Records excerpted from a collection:
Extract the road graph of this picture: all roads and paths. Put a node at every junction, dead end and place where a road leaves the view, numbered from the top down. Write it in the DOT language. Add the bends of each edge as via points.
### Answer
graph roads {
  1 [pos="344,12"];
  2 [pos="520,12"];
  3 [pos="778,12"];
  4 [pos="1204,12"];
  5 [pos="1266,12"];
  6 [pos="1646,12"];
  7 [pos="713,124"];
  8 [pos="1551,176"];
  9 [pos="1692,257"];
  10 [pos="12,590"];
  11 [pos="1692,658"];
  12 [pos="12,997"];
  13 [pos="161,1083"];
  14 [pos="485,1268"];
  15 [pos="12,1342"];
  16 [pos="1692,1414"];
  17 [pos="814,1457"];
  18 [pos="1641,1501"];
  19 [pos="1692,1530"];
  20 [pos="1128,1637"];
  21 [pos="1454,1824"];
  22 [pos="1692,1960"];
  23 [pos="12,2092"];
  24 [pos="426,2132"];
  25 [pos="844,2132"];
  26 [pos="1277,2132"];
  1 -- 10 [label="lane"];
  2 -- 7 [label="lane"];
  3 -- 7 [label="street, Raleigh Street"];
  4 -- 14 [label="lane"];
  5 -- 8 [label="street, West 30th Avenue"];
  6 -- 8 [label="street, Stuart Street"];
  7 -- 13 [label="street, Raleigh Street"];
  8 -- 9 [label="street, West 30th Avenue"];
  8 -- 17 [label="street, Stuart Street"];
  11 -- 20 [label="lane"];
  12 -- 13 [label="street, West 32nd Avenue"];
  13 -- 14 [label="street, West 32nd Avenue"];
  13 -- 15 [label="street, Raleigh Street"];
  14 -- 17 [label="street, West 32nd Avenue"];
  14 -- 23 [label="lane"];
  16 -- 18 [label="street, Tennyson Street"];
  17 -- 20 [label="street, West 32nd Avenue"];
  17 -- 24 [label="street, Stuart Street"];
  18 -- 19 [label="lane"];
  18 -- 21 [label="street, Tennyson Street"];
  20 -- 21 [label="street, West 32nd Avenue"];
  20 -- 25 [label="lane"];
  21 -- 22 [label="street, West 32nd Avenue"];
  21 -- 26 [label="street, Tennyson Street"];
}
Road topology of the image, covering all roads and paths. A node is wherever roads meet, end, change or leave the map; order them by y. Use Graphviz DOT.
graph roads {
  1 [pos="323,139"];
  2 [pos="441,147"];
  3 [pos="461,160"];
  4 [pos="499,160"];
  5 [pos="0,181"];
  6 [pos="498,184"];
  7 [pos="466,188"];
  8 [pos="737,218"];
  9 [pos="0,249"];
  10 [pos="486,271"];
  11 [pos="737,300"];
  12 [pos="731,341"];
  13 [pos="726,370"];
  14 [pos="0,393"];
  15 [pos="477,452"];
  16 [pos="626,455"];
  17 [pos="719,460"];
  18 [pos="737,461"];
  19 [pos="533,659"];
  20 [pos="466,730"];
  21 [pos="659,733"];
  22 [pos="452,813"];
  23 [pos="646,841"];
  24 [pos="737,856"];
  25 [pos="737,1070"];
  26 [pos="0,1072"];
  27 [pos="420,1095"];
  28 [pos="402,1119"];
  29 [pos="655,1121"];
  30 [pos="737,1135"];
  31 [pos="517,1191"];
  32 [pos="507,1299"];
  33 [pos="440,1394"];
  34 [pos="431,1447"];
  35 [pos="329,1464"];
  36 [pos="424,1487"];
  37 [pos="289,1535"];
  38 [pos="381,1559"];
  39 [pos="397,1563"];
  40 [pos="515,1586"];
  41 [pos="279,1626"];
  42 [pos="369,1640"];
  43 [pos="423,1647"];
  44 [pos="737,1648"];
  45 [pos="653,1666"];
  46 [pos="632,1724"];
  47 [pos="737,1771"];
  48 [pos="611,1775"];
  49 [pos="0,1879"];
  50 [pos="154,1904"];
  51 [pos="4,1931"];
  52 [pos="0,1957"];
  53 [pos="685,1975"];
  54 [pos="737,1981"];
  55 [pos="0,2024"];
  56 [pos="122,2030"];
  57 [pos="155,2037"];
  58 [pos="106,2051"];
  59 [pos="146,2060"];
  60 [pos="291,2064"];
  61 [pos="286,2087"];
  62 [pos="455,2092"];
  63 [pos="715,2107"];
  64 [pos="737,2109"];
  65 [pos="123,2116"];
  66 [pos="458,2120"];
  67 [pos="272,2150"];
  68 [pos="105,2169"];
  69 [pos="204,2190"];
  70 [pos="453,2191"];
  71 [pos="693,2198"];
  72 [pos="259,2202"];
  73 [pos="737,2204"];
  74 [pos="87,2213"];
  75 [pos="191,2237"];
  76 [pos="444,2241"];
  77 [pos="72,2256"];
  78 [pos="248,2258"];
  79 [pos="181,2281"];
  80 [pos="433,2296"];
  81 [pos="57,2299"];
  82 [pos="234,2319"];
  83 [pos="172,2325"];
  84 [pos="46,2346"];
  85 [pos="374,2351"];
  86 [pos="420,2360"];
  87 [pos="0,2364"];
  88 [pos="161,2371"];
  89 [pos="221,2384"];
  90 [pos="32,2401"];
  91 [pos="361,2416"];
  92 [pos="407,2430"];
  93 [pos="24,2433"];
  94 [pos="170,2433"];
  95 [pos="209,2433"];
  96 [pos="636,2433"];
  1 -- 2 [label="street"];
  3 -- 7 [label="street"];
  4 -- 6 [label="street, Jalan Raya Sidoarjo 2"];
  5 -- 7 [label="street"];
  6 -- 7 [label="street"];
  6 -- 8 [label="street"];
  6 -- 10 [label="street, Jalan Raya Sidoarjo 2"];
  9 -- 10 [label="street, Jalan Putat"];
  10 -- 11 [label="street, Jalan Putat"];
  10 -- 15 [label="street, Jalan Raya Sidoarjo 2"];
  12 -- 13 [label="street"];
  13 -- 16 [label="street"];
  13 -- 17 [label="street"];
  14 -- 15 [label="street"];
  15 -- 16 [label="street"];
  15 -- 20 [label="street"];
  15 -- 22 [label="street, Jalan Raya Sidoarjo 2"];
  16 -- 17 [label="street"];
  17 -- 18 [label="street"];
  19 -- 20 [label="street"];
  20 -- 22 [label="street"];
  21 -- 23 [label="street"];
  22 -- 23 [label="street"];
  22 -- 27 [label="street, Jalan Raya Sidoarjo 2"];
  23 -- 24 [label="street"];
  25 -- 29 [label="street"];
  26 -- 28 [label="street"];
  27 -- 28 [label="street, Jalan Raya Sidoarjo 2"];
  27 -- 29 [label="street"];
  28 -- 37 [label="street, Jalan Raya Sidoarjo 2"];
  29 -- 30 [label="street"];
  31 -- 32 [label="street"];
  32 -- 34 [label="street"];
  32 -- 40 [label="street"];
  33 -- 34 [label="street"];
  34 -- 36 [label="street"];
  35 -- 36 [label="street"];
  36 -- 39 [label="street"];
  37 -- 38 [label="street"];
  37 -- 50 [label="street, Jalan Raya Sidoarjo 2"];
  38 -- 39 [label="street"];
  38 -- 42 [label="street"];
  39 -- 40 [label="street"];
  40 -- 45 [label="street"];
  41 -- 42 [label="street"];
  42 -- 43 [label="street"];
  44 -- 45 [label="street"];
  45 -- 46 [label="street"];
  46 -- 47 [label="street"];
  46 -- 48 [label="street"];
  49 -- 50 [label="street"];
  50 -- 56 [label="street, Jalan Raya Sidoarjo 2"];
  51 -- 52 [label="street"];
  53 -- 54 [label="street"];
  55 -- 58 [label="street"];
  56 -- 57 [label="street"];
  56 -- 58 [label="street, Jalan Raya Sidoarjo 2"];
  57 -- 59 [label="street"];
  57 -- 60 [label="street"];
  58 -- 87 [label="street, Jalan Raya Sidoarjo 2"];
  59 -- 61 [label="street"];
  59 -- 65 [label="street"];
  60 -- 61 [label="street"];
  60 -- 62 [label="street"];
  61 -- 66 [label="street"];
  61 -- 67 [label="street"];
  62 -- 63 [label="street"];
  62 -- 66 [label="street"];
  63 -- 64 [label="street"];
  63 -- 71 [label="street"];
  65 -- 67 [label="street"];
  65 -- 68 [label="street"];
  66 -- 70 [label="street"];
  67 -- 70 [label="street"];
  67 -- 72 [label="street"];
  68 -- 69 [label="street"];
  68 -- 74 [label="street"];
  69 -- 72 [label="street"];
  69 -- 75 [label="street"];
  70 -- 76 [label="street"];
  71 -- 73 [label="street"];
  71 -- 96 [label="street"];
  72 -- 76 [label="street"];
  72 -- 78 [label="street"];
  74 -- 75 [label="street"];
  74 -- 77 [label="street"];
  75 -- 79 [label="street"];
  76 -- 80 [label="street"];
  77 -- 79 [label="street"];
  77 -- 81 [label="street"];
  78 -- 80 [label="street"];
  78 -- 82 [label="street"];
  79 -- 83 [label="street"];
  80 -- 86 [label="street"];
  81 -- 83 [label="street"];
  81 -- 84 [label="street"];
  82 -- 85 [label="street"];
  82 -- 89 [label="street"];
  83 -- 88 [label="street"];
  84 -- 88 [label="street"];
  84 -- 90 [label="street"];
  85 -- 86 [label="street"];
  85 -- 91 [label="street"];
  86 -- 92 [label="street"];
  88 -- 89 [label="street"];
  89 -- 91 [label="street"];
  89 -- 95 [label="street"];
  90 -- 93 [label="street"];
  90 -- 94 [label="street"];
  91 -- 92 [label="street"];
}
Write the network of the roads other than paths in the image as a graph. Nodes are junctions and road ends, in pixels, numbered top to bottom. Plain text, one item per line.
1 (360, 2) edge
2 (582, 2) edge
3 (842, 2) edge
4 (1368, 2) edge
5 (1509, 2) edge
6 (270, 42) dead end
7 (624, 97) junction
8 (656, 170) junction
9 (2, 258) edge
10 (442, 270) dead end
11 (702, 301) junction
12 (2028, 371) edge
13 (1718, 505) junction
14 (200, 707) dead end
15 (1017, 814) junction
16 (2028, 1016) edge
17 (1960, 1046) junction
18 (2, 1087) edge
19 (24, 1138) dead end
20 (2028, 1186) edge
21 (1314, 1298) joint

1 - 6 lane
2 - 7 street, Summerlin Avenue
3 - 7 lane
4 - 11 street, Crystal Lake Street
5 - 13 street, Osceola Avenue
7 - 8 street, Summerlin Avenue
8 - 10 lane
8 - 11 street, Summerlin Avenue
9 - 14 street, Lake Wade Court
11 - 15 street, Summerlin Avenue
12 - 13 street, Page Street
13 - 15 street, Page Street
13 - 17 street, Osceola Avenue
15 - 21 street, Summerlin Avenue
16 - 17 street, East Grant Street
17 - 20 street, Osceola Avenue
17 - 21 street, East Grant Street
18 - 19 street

§ EXERCISE
Would you return, unchanged, the lines from the one containing "Write the network" through the end of the entries?

§ RESULT OF THE TASK
Write the network of the roads other than paths in the image as a graph. Nodes are junctions and road ends, in pixels, numbered top to bottom. Plain text, one item per line.
1 (360, 2) edge
2 (582, 2) edge
3 (842, 2) edge
4 (1368, 2) edge
5 (1509, 2) edge
6 (270, 42) dead end
7 (624, 97) junction
8 (656, 170) junction
9 (2, 258) edge
10 (442, 270) dead end
11 (702, 301) junction
12 (2028, 371) edge
13 (1718, 505) junction
14 (200, 707) dead end
15 (1017, 814) junction
16 (2028, 1016) edge
17 (1960, 1046) junction
18 (2, 1087) edge
19 (24, 1138) dead end
20 (2028, 1186) edge
21 (1314, 1298) joint

1 - 6 lane
2 - 7 street, Summerlin Avenue
3 - 7 lane
4 - 11 street, Crystal Lake Street
5 - 13 street, Osceola Avenue
7 - 8 street, Summerlin Avenue
8 - 10 lane
8 - 11 street, Summerlin Avenue
9 - 14 street, Lake Wade Court
11 - 15 street, Summerlin Avenue
12 - 13 street, Page Street
13 - 15 street, Page Street
13 - 17 street, Osceola Avenue
15 - 21 street, Summerlin Avenue
16 - 17 street, East Grant Street
17 - 20 street, Osceola Avenue
17 - 21 street, East Grant Street
18 - 19 street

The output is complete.